Chaque famille se construit par ses récits, transmis de génération en génération. Celle d’Orly Castel-Bloom ne fait pas exception, mais l’auteure israélienne a soudain ressenti le besoin de les ficeler à sa façon. Elle a son style bien à elle, court, ciselé, impitoyable. Depuis ses débuts en littérature, elle cultive des personnages doux-amers et une langue imbibée du quotidien. Une façon de rompre avec la tradition classique. Qualifiée de "post-moderne" par les critiques, elle impose sa voix avec des nouvelles, puis avec Dolly City, un roman inscrit dans la collection Unesco d’œuvres représentatives. Les radicaux libres ou Textile tracent la voie vers le prix Sapir, le Goncourt israélien, qu’elle obtient pour Le roman égyptien. Un tournant lui permettant de revenir à ses fondements, ses racines qui ont irrigué sa vie et son écriture.

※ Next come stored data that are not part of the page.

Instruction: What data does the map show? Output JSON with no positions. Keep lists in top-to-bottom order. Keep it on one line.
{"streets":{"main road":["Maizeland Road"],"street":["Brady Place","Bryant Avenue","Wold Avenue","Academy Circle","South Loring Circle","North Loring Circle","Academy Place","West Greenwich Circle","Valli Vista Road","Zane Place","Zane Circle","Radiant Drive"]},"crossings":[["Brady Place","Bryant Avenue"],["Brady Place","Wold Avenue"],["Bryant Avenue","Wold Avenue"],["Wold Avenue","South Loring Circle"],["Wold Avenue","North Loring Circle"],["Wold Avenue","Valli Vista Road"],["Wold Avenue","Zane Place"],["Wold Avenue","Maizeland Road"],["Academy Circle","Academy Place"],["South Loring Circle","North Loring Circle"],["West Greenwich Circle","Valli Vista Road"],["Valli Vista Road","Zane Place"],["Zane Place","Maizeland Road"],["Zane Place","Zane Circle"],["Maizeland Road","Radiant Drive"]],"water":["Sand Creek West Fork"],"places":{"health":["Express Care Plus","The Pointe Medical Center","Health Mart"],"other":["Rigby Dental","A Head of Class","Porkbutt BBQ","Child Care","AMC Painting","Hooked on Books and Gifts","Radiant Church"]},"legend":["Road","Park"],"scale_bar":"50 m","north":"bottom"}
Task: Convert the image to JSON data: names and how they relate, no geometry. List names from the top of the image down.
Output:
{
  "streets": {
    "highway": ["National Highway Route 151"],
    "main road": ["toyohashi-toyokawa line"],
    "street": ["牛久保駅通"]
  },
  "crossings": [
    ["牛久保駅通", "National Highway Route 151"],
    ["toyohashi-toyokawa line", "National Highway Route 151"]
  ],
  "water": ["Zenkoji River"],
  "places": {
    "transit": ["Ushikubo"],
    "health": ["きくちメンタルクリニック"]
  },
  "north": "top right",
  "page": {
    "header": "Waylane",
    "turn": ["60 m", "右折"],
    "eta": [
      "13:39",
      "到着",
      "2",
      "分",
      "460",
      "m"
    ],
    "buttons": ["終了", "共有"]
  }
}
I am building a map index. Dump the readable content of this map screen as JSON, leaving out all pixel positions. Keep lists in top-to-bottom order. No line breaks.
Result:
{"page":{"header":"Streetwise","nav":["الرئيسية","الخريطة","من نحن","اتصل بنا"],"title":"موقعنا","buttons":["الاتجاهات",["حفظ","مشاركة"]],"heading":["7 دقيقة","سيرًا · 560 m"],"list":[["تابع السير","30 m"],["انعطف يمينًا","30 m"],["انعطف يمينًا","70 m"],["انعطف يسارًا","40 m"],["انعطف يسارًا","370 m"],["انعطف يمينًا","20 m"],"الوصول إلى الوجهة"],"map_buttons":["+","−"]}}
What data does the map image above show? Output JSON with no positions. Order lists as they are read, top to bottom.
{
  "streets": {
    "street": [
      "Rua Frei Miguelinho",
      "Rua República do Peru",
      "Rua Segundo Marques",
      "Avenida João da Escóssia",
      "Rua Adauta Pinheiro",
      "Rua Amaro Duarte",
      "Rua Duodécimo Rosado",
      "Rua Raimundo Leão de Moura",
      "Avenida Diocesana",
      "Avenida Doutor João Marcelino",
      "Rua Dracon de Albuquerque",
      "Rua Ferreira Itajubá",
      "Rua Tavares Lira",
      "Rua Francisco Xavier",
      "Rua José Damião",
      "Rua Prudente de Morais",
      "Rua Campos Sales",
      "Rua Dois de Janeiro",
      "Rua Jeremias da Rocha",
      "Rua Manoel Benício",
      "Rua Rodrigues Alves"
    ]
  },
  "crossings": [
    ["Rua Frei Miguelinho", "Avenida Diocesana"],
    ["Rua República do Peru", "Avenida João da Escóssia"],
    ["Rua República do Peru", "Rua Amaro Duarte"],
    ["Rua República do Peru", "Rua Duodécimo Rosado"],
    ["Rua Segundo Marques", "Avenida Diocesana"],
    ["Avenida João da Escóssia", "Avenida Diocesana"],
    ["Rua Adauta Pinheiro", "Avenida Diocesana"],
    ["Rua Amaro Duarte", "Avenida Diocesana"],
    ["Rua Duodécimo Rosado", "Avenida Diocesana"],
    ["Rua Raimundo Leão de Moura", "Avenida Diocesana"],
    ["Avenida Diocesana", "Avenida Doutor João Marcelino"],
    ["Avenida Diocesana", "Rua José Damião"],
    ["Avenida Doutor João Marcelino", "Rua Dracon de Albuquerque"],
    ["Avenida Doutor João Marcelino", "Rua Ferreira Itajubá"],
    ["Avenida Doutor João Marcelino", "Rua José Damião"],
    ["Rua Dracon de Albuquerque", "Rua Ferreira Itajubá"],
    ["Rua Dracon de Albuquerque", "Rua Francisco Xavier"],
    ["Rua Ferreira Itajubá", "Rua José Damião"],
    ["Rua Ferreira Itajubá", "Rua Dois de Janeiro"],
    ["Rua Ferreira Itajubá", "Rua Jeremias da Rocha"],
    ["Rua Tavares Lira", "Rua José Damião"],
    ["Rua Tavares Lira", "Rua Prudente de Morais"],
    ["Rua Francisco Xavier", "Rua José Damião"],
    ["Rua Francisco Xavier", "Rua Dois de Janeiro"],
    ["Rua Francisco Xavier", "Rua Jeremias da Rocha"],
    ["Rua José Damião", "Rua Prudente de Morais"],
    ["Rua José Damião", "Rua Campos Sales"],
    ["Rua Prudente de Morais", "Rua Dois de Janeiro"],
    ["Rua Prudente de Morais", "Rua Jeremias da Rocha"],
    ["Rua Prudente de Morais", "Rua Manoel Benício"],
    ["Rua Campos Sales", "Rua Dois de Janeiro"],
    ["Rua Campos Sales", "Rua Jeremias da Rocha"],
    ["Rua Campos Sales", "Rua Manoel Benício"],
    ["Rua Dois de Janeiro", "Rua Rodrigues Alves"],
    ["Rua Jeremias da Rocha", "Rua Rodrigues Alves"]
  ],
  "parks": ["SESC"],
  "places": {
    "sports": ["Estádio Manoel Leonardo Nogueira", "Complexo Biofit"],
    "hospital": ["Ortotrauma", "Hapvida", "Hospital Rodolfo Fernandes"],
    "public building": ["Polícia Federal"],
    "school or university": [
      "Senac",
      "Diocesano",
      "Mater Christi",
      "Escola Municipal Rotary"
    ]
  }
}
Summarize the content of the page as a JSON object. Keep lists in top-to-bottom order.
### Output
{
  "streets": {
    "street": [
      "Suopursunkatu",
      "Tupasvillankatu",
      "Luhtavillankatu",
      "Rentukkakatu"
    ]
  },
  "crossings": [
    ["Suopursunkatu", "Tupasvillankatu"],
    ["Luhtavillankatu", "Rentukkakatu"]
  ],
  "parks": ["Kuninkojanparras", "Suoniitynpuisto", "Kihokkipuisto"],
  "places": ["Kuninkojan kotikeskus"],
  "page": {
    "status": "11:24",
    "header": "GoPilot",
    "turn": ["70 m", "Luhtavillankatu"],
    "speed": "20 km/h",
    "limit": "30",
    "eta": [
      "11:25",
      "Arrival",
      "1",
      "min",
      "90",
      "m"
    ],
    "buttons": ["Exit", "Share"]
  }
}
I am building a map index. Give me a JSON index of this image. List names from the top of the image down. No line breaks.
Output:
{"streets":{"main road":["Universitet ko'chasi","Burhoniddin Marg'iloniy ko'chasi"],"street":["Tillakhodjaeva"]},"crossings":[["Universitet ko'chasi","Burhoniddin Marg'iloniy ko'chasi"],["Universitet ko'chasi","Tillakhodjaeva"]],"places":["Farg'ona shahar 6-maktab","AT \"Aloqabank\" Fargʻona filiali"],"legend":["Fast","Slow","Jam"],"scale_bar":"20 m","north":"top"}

Construite de façon anti-chronologique, cette chronique familiale se veut pleine de gravité et de légèreté. Elle illustre le destin des siens, des juifs expulsés d’Espagne, obligés de renoncer à leur pays natal. Certains ont dû renier leur identité pour s’intégrer, comme en témoigne le chapitre tragique "L’année du cochon".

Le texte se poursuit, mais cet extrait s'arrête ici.